Commit Graph

8 Commits

Author SHA1 Message Date
Skye Wanderman-Milne
68fef6a5bf IMPALA-2213: make Parquet scanner fail query if the file size metadata is stale
This patch changes the Parquet scanner to check if it can't read the
full footer scan range, indicating that file has been overwritten by a
shorter file without refreshing the table metadata. Before it would
DCHECK. This patch adds a test for this case, as well as the case
where the new file is longer than the metadata states (which fails
with an existing error).

Change-Id: Ie2031ac2dc90e4f2573bd3ca8a3709db60424f07
Reviewed-on: http://gerrit.cloudera.org:8080/1084
Tested-by: Internal Jenkins
Reviewed-by: Tim Armstrong <tarmstrong@cloudera.com>
2015-10-01 13:58:39 -07:00
Ippokratis Pandis
e99c68fe52 IMPALA-2130: Wrong verification of Parquet file version
This patch corrects a mistake in the Parquet magic file number verification
and adds a test about it. Note that with this patch Impala may fail to read
Parquet files with wrong magic number that it used to read before.

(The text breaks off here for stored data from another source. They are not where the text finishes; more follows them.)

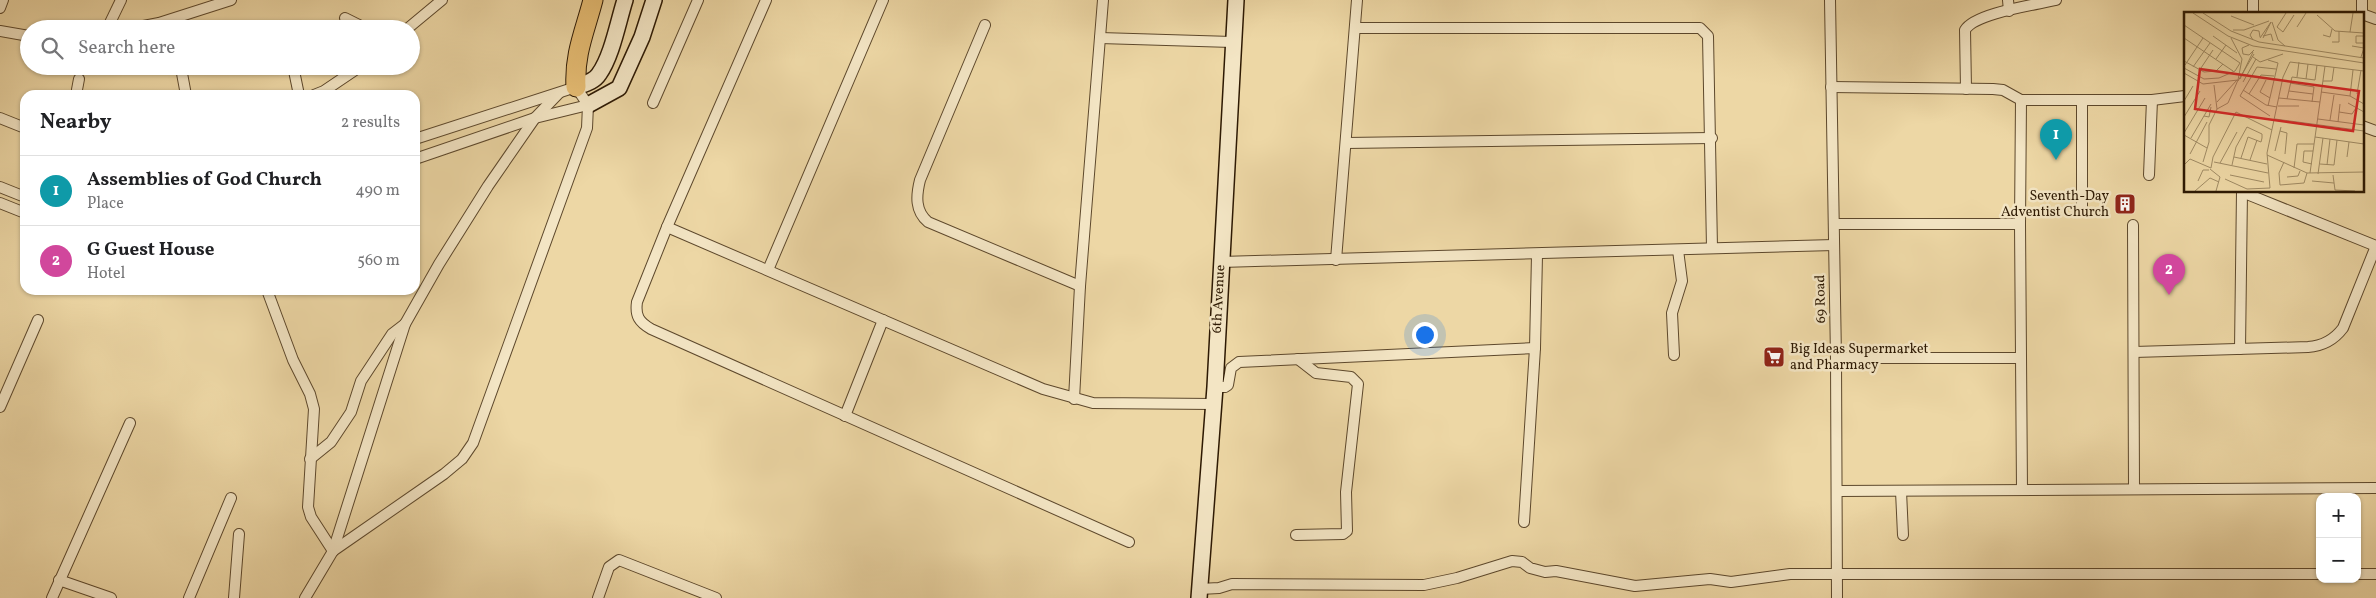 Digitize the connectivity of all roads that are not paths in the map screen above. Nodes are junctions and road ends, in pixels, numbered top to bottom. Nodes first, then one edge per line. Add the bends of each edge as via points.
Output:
1 (4, 0) edge
2 (122, 0) edge
3 (231, 0) edge
4 (442, 0) edge
5 (593, 0) edge
6 (625, 0) edge
7 (654, 0) edge
8 (698, 0) edge
9 (766, 0) edge
10 (883, 0) edge
11 (1103, 0) edge
12 (1236, 0) edge
13 (1357, 0) edge
14 (1830, 0) edge
15 (2008, 0) edge
16 (2056, 0) edge
17 (0, 8) edge
18 (2009, 11) junction
19 (2364, 15) edge
20 (345, 18) dead end
21 (2376, 19) edge
22 (112, 20) edge
23 (168, 20) edge
24 (349, 20) edge
25 (418, 20) edge
26 (985, 25) dead end
27 (1355, 28) junction
28 (0, 31) edge
29 (20, 34) edge
30 (1100, 38) junction
31 (1232, 42) junction
32 (182, 75) edge
33 (295, 75) edge
34 (349, 75) edge
35 (79, 79) dead end
36 (1831, 87) junction
37 (568, 89) junction
38 (1966, 89) junction
39 (77, 90) edge
40 (185, 90) edge
41 (298, 90) edge
42 (324, 90) edge
43 (2184, 96) edge
44 (2021, 100) junction
45 (2152, 100) junction
46 (2082, 101) junction
47 (653, 103) dead end
48 (588, 105) junction
49 (0, 118) edge
50 (535, 118) junction
51 (20, 126) edge
52 (2364, 127) edge
53 (2376, 131) edge
54 (420, 137) edge
55 (1712, 138) junction
56 (1346, 143) junction
57 (420, 157) edge
58 (2149, 175) dead end
59 (0, 188) edge
60 (2242, 192) edge
61 (20, 196) edge
62 (0, 203) edge
63 (20, 211) edge
64 (2082, 211) dead end
65 (1834, 224) junction
66 (2020, 224) junction
67 (2133, 225) dead end
68 (667, 227) junction
69 (1834, 245) junction
70 (2376, 246) edge
71 (1712, 248) junction
72 (1678, 250) junction
73 (1537, 255) junction
74 (1336, 260) junction
75 (1221, 262) junction
76 (768, 270) junction
77 (1080, 286) junction
78 (269, 295) edge
79 (38, 320) dead end
80 (883, 320) junction
81 (405, 324) junction
82 (1535, 348) junction
83 (2240, 349) junction
84 (2134, 352) junction
85 (1674, 355) dead end
86 (1836, 358) junction
87 (2020, 358) junction
88 (1298, 359) junction
89 (1215, 387) junction
90 (1074, 399) junction
91 (1214, 404) junction
92 (0, 407) edge
93 (845, 416) junction
94 (130, 423) dead end
95 (310, 459) junction
96 (2376, 488) edge
97 (2022, 489) junction
98 (2134, 489) junction
99 (1901, 490) junction
100 (1836, 491) junction
101 (231, 498) dead end
102 (1524, 522) dead end
103 (239, 534) dead end
104 (1296, 535) dead end
105 (1903, 535) dead end
106 (1129, 542) dead end
107 (333, 551) junction
108 (2316, 574) edge
109 (2361, 574) edge
110 (2376, 574) edge
111 (1837, 576) junction
112 (59, 580) junction
113 (1199, 594) edge
114 (52, 598) edge
115 (111, 598) edge
116 (189, 598) edge
117 (234, 598) edge
118 (305, 598) edge
119 (598, 598) edge
120 (716, 598) edge
121 (1837, 598) edge

1 - 17 street
2 - 22 street
3 - 23 street
4 - 25 street
5 - 37 highway
6 - 37 street via 599,75 588,83
7 - 48 street via 642,37 619,88
8 - 47 street
9 - 68 street
10 - 76 street
11 - 30 street
12 - 31 street, 6th Avenue
13 - 27 street
14 - 36 street, 69 Road
15 - 18 street
16 - 18 street
18 - 38 street via 1973,21 1965,30
19 - 21 street
20 - 24 street
26 - 77 street via 920,180 919,211 928,222
27 - 55 street via 1700,28 1708,36
27 - 56 street
28 - 29 street
30 - 31 street
30 - 77 street
31 - 75 street, 6th Avenue
32 - 40 street
33 - 41 street
34 - 42 street
35 - 39 street
36 - 38 street
36 - 65 street, 69 Road
37 - 48 street
37 - 50 street
37 - 54 street
38 - 44 street via 2003,90
43 - 45 street
44 - 46 street
44 - 66 street
45 - 46 street
45 - 58 street
46 - 64 street
48 - 50 street
48 - 107 street via 587,128 473,443 462,459 444,474
49 - 51 street
50 - 57 street
50 - 81 street via 451,244
52 - 53 street
55 - 56 street
55 - 71 street
56 - 74 street
59 - 61 street
60 - 70 street
60 - 83 street
62 - 63 street
65 - 66 street
65 - 69 street, 69 Road
66 - 87 street
67 - 84 street
68 - 76 street
68 - 93 street via 637,302 639,320 651,330
69 - 71 street
69 - 86 street, 69 Road
70 - 83 street via 2343,328 2335,338 2318,346
71 - 72 street
72 - 73 street
72 - 85 street via 1682,281 1672,313
73 - 74 street
73 - 82 street
74 - 75 street
75 - 89 street, 6th Avenue
76 - 80 street
77 - 90 street
78 - 95 street via 314,409
79 - 92 street
80 - 90 street via 1043,389
80 - 93 street
81 - 95 street via 392,334 361,381 351,412 331,442
81 - 107 street
82 - 88 street
82 - 102 street
83 - 84 street
84 - 98 street
86 - 87 street
86 - 100 street, 69 Road
87 - 97 street
88 - 89 street via 1239,362 1231,368 1228,385
88 - 104 street via 1316,373 1351,377 1358,384 1346,492 1348,530 1343,534
89 - 91 street, 6th Avenue
90 - 91 street via 1092,403
91 - 113 street, 6th Avenue
93 - 106 street
94 - 112 street
95 - 107 street via 308,507
96 - 98 street
97 - 98 street
97 - 99 street
99 - 100 street
99 - 105 street
100 - 111 street, 69 Road
101 - 116 street
103 - 117 street
107 - 118 street
108 - 111 street
109 - 110 street
111 - 113 street via 1790,574 1731,582 1710,579 1635,586 1556,571 1545,572 1512,561 1424,585 1232,584
111 - 121 street, 69 Road
112 - 114 street
112 - 115 street
119 - 120 street via 609,567 619,560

Change-Id: Iff31accda1e1d541946ef1f750e38886ce4cb8d5
Reviewed-on: http://gerrit.cloudera.org:8080/515
Reviewed-by: Ippokratis Pandis <ipandis@cloudera.com>
Tested-by: Internal Jenkins
2015-07-14 02:52:02 +00:00
Casey Ching
ac0c075997 Parquet: Fix value def level when max def level is 0
When running with a release build, NULL would be returned when
reading values from required fields in parquet files (with a debug
build a DCHECK would be hit).

Previously when the max definition level for a field was 0 (which
happens if a field is required), the definition level for value was
incorrectly set to 1. The max definition level is related to nested
data and is defined to be the number of nullable fields that will be
encountered when traversing a path to reach the desired end field.
For example, if a nested schema has a path a.b.c.d where b and d are
nullable then the max def level is 2. A def level is attached to each
value to indicate the number of optional values that are present (in
the previous example an def level of 2 means both b and d are not
null). So having a def level for a value that is greater than the max
def level for a field should never happen.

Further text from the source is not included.